Molinari has, in many ways, been one of the most in form players on the professional circuit in recent months, and his win at the Open is testament to this. They say that ‘form is temporary and class is permanent’, but on a course as mentally and physically challenging as Carnoustie any player needs to be at the top of their game on the day – regardless of where they sit in the rankings.

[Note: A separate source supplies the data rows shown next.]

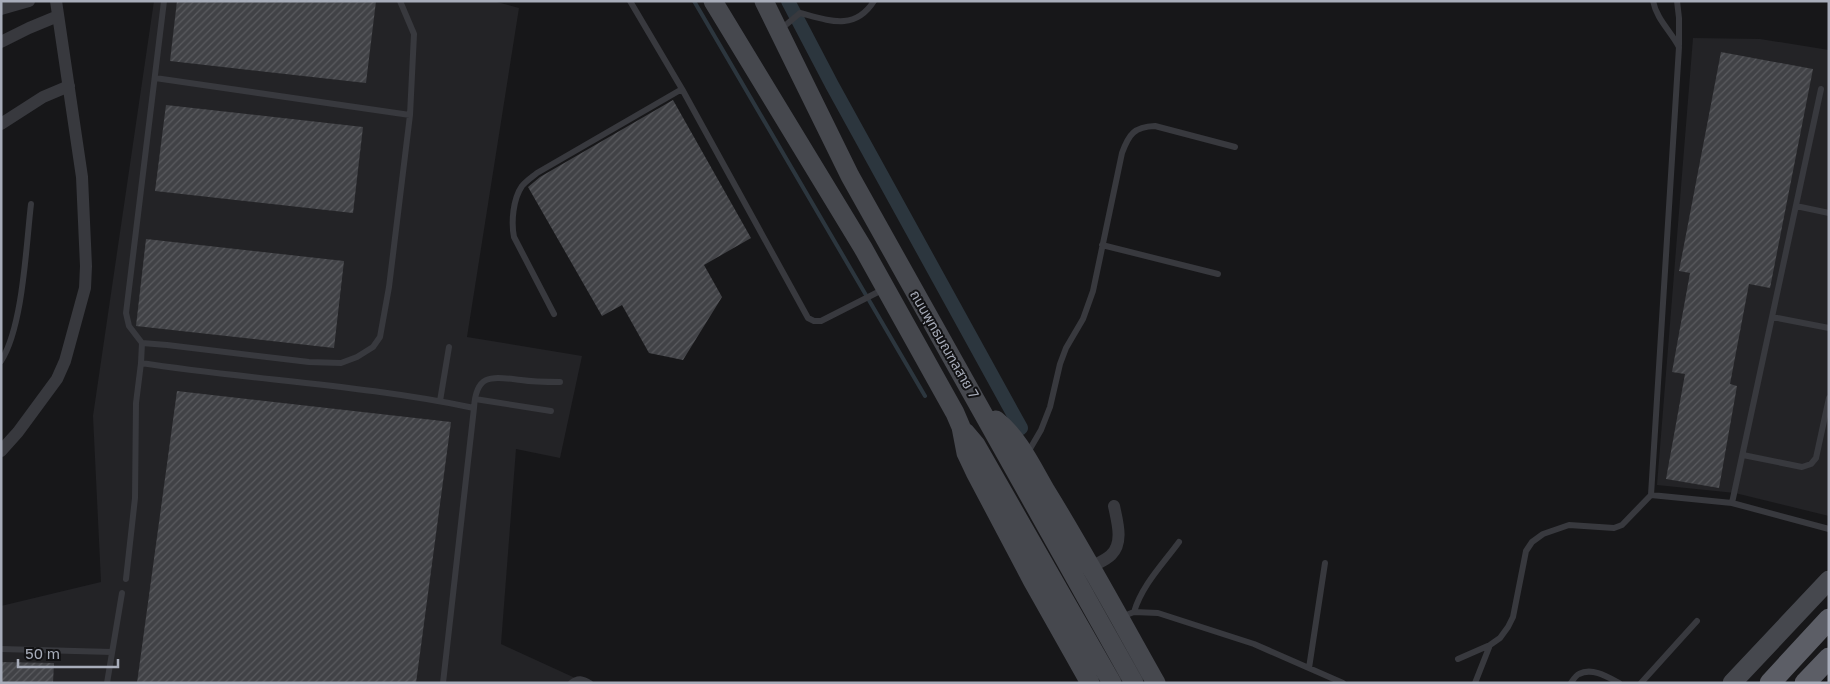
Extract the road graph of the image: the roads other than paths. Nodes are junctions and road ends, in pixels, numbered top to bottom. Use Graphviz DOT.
graph roads {
  1 [pos="29,1"];
  2 [pos="56,1"];
  3 [pos="164,1"];
  4 [pos="400,1"];
  5 [pos="630,1"];
  6 [pos="713,1"];
  7 [pos="764,1"];
  8 [pos="874,1"];
  9 [pos="1653,1"];
  10 [pos="1678,1"];
  11 [pos="1,9"];
  12 [pos="58,16"];
  13 [pos="778,31"];
  14 [pos="1,42"];
  15 [pos="1678,47"];
  16 [pos="155,78"];
  17 [pos="69,86"];
  18 [pos="1821,88"];
  19 [pos="682,90"];
  20 [pos="410,115"];
  21 [pos="1,124"];
  22 [pos="1235,147"];
  23 [pos="30,204"];
  24 [pos="1796,206"];
  25 [pos="1829,212"];
  26 [pos="1102,245"];
  27 [pos="1218,274"];
  28 [pos="886,289"];
  29 [pos="554,314"];
  30 [pos="1772,317"];
  31 [pos="1829,328"];
  32 [pos="142,343"];
  33 [pos="449,347"];
  34 [pos="1,361"];
  35 [pos="141,363"];
  36 [pos="560,382"];
  37 [pos="475,398"];
  38 [pos="1829,398"];
  39 [pos="440,401"];
  40 [pos="474,408"];
  41 [pos="551,410"];
  42 [pos="983,410"];
  43 [pos="1828,410"];
  44 [pos="961,427"];
  45 [pos="1,451"];
  46 [pos="1026,456"];
  47 [pos="1743,456"];
  48 [pos="1651,496"];
  49 [pos="1732,504"];
  50 [pos="1114,506"];
  51 [pos="1829,529"];
  52 [pos="1179,542"];
  53 [pos="1325,564"];
  54 [pos="1091,567"];
  55 [pos="126,579"];
  56 [pos="1829,580"];
  57 [pos="122,593"];
  58 [pos="1127,615"];
  59 [pos="1829,619"];
  60 [pos="1697,621"];
  61 [pos="1490,645"];
  62 [pos="1,650"];
  63 [pos="112,652"];
  64 [pos="1829,658"];
  65 [pos="1458,659"];
  66 [pos="1310,668"];
  67 [pos="107,683"];
  68 [pos="443,683"];
  69 [pos="571,683"];
  70 [pos="590,683"];
  71 [pos="1090,683"];
  72 [pos="1112,683"];
  73 [pos="1134,683"];
  74 [pos="1156,683"];
  75 [pos="1344,683"];
  76 [pos="1475,683"];
  77 [pos="1571,683"];
  78 [pos="1619,683"];
  79 [pos="1641,683"];
  80 [pos="1732,683"];
  81 [pos="1770,683"];
  82 [pos="1805,683"];
  1 -- 11 [label="street"];
  2 -- 12 [label="street"];
  3 -- 16 [label="lane"];
  4 -- 20 [label="lane"];
  5 -- 19 [label="lane"];
  6 -- 28 [label="main road, ถนนพุทธมณฑลสาย 7"];
  7 -- 13 [label="main road, ถนนพุทธมณฑลสาย 7"];
  8 -- 13 [label="lane"];
  9 -- 15 [label="lane"];
  10 -- 15 [label="lane"];
  12 -- 14 [label="street"];
  12 -- 17 [label="street"];
  13 -- 42 [label="main road, ถนนพุทธมณฑลสาย 7"];
  15 -- 48 [label="lane"];
  16 -- 20 [label="lane"];
  16 -- 32 [label="lane"];
  17 -- 21 [label="street"];
  17 -- 45 [label="street"];
  18 -- 24 [label="lane"];
  19 -- 28 [label="lane"];
  19 -- 29 [label="lane"];
  20 -- 32 [label="lane"];
  22 -- 26 [label="lane"];
  23 -- 34 [label="lane"];
  24 -- 25 [label="lane"];
  24 -- 30 [label="lane"];
  26 -- 27 [label="lane"];
  26 -- 46 [label="lane"];
  28 -- 44 [label="main road, ถนนพุทธมณฑลสาย 7"];
  30 -- 31 [label="lane"];
  30 -- 47 [label="lane"];
  32 -- 35 [label="lane"];
  33 -- 39 [label="lane"];
  35 -- 39 [label="lane"];
  35 -- 55 [label="lane"];
  36 -- 37 [label="lane"];
  37 -- 40 [label="lane"];
  37 -- 41 [label="lane"];
  38 -- 43 [label="lane"];
  39 -- 40 [label="lane"];
  40 -- 68 [label="lane"];
  42 -- 46 [label="main road"];
  42 -- 73 [label="main road, ถนนพุทธมณฑลสาย 7"];
  43 -- 47 [label="lane"];
  44 -- 71 [label="main road"];
  44 -- 72 [label="main road"];
  46 -- 54 [label="main road"];
  47 -- 49 [label="lane"];
  48 -- 49 [label="lane"];
  48 -- 61 [label="lane"];
  49 -- 51 [label="lane"];
  50 -- 54 [label="street"];
  52 -- 58 [label="lane"];
  53 -- 66 [label="lane"];
  54 -- 58 [label="main road"];
  56 -- 80 [label="main road"];
  57 -- 63 [label="lane"];
  58 -- 66 [label="lane"];
  58 -- 74 [label="main road"];
  59 -- 81 [label="highway"];
  60 -- 79 [label="lane"];
  61 -- 65 [label="lane"];
  61 -- 76 [label="lane"];
  62 -- 63 [label="lane"];
  63 -- 67 [label="lane"];
  64 -- 82 [label="highway"];
  66 -- 75 [label="lane"];
  69 -- 70 [label="lane"];
  77 -- 78 [label="lane"];
}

It’s a huge boost for Italian golf.

Italy is obsessed with sport – just not, so far, with golf. But Francesco Molinari’s win is a real shot in the arm for the game in Italy – he’s the first Italian to win a major, and he’s a warm, engaging ambassador for the game there. Molinari himself is a true product of Italy’s golfing development system. He rose up through the ranks of Italy’s youth and amateur systems, and his success at the British Open is the result of a lot of the support and development he’s received over the years. His birdies on the 14th and the 18th on that final round showed his coolness under pressure, and as he raised the iconic Claret Jug above his head it’s to be hoped that young Italian players will be inspired to follow in his footsteps.

It proves that it’s not all about Tiger Woods.

For so much of this year’s British Open tournament, the spotlight was on Tiger Woods. He’d shown such an unexpected surge of form that it wasn’t unreasonable to think that we were about to witness the unthinkable – a return to winning ways for this troubled golfing legend. But, it wasn’t to be for Woods – a couple of missed putts and a few wayward drives and the chance slipped away, and the moment and the opportunity was there for Francesco Molinari to seize.

I for one was delighted to see Molinari step up and take his chance as Tiger Woods’ challenge faded – not because of any dislike for Woods, but rather because it shifted the narrative back to where I think it should be. Woods has dominated golf on and off the course for many years now, and it feels right that the battle at Carnoustie was won by a new name, from a country that has had limited success in the sport.

For me, that’s what sport is all about – and I think that Molinari’s win is good for golf, it’s good for him, and it’s great for a proud sporting nation.